Is Deflation Actually Bad? It Depends Which Kind
Ask a working economist whether deflation is bad and the answer comes back fast: yes. Ask why and you'll usually get one of two examples: the Great Depression, or Japan's lost decades. Both happened. Both involved falling prices. Both were genuinely bad.
But here's the catch. The word deflation covers a second phenomenon that looks identical from twenty thousand feet — prices going down — and runs on a completely different mechanism underneath. In the late-19th-century United States, prices fell for roughly a quarter-century while the economy industrialized, real output expanded, and real wages rose. Same falling-price pattern. Opposite cause. Opposite consequences.
Conflating those two is the single most consequential category error in modern macroeconomics. It's the assumption underneath the Federal Reserve's 2% inflation target: when technology makes things cheaper, the response is to expand the money supply and keep prices drifting up rather than let them fall. And it's why falling prices set off alarm bells even when the economy is healthy.
This article walks through both kinds. The bad one deserves the fear. The good one doesn't. Telling them apart is the prerequisite for thinking clearly about money.
Start with the case for fearing deflation
Take the conventional view seriously first, because it isn't wrong — it's incomplete.
The economist Irving Fisher wrote his classic paper “The Debt-Deflation Theory of Great Depressions” in 1933, while the Great Depression was still unfolding around him.

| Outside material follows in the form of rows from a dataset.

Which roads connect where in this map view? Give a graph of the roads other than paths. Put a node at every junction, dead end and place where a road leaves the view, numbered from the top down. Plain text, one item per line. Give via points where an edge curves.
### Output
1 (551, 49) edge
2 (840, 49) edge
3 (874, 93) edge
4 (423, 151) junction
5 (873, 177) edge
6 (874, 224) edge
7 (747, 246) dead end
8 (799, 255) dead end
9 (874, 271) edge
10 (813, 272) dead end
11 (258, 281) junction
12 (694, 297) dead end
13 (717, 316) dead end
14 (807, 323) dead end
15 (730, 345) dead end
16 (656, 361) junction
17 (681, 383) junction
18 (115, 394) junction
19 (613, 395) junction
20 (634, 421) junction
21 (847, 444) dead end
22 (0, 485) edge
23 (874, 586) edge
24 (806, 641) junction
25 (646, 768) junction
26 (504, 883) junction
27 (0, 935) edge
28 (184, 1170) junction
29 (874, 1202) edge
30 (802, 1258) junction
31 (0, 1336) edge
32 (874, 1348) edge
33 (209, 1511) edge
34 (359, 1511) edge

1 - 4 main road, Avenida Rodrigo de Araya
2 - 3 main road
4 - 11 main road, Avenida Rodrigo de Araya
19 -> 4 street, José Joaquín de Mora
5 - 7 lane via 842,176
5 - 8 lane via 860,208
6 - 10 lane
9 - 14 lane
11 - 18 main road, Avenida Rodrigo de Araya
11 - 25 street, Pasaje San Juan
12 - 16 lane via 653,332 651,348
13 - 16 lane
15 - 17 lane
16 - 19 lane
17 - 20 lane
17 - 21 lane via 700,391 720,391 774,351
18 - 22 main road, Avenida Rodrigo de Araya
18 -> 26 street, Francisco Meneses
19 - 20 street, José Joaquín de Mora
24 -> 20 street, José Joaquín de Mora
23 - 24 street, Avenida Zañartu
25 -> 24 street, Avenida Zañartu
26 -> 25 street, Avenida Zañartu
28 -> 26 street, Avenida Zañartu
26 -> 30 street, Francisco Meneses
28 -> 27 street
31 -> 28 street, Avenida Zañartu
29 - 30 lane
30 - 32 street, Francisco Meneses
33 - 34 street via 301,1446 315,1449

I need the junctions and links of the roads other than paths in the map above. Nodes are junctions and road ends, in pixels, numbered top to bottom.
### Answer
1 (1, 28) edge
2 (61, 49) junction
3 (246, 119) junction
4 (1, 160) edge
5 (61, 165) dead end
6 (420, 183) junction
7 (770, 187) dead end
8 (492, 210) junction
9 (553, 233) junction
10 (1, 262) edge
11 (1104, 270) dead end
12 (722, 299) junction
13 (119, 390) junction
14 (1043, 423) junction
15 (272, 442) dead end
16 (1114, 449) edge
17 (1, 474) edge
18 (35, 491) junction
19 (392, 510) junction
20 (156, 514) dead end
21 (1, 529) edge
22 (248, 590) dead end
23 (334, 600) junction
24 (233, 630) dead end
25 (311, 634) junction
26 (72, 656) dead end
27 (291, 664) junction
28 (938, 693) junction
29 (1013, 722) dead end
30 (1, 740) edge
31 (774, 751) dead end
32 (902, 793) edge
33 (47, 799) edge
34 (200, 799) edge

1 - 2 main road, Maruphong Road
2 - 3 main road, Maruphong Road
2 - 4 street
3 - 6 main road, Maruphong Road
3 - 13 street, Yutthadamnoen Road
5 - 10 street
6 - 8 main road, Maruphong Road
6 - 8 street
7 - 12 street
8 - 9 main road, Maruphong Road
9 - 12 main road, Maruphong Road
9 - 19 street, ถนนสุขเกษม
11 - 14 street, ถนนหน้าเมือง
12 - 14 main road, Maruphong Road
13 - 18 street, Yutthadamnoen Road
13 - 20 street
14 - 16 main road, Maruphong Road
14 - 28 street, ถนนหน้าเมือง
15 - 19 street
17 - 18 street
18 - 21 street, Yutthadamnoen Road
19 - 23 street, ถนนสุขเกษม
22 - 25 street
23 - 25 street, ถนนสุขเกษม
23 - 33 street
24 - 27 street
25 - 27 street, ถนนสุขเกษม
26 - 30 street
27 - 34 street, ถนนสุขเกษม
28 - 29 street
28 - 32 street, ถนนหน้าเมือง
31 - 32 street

The mechanism he described is straightforward and grim.
Start with an economy carrying a lot of debt. A shock hits — a banking crisis, a stock market crash, a sudden tariff war, anything that drops demand. Prices start to fall. So far, so manageable.

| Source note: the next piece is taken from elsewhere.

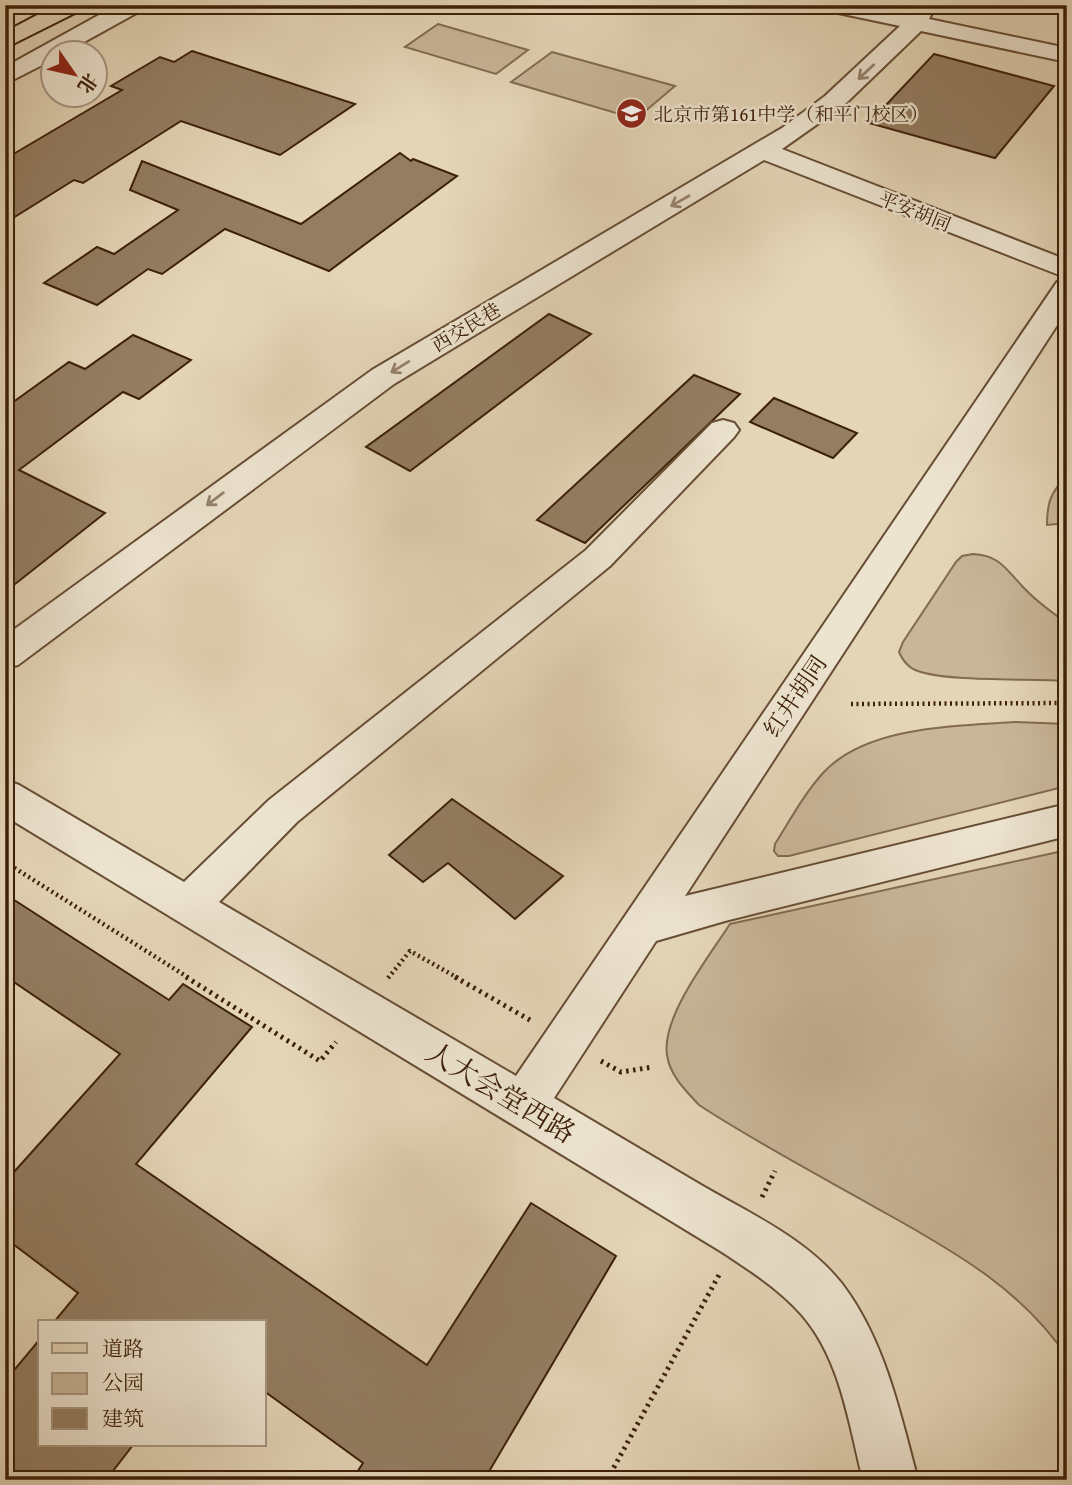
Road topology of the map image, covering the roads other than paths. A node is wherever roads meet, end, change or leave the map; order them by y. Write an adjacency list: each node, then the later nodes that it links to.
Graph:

But the debts don't fall with them. When the downturn cuts your hours and your paycheck shrinks, your house payment doesn't shrink with it — it's the same dollar amount it always was, now eating a bigger share of a smaller paycheck. Multiply that across millions of households and businesses, and people start selling whatever they can — dumping inventory, houses, stocks — to raise the dollars their loans still demand. Those forced sales push prices down further. Which shrinks incomes and makes the fixed debts heavier still. Which forces yet more selling. And so on.
That's the spiral. Falling prices → harder-to-service debts → forced asset sales → falling prices. The mechanism is real, the math is real, and it's exactly what played out from 1929 through the early 1930s. Real US output fell by roughly a quarter. One in four workers couldn't find a job.
Japan's “lost decades” after 1990 are the modern reference case. A real-estate and equity bubble unwound; debts taken on at peak asset values became crushing; consumer and corporate spending collapsed; deflation set in and stuck around for the better part of two decades.
Under these conditions, falling prices really do feed on themselves and drag the economy down. The fear is rational. Any honest treatment of deflation has to start here.
And then notice the case it doesn't fit
Now consider a different period.
From roughly 1873 to 1896, US wholesale prices fell at an average rate of about 1.5% to 2% per year. The fall lasted nearly a quarter-century. Prices in 1896 were materially lower than prices in 1873.
The economy was not collapsing. The opposite. Real GDP more than doubled over that window. The rail network was built out. Electricity arrived. Steel production scaled. Real wages rose.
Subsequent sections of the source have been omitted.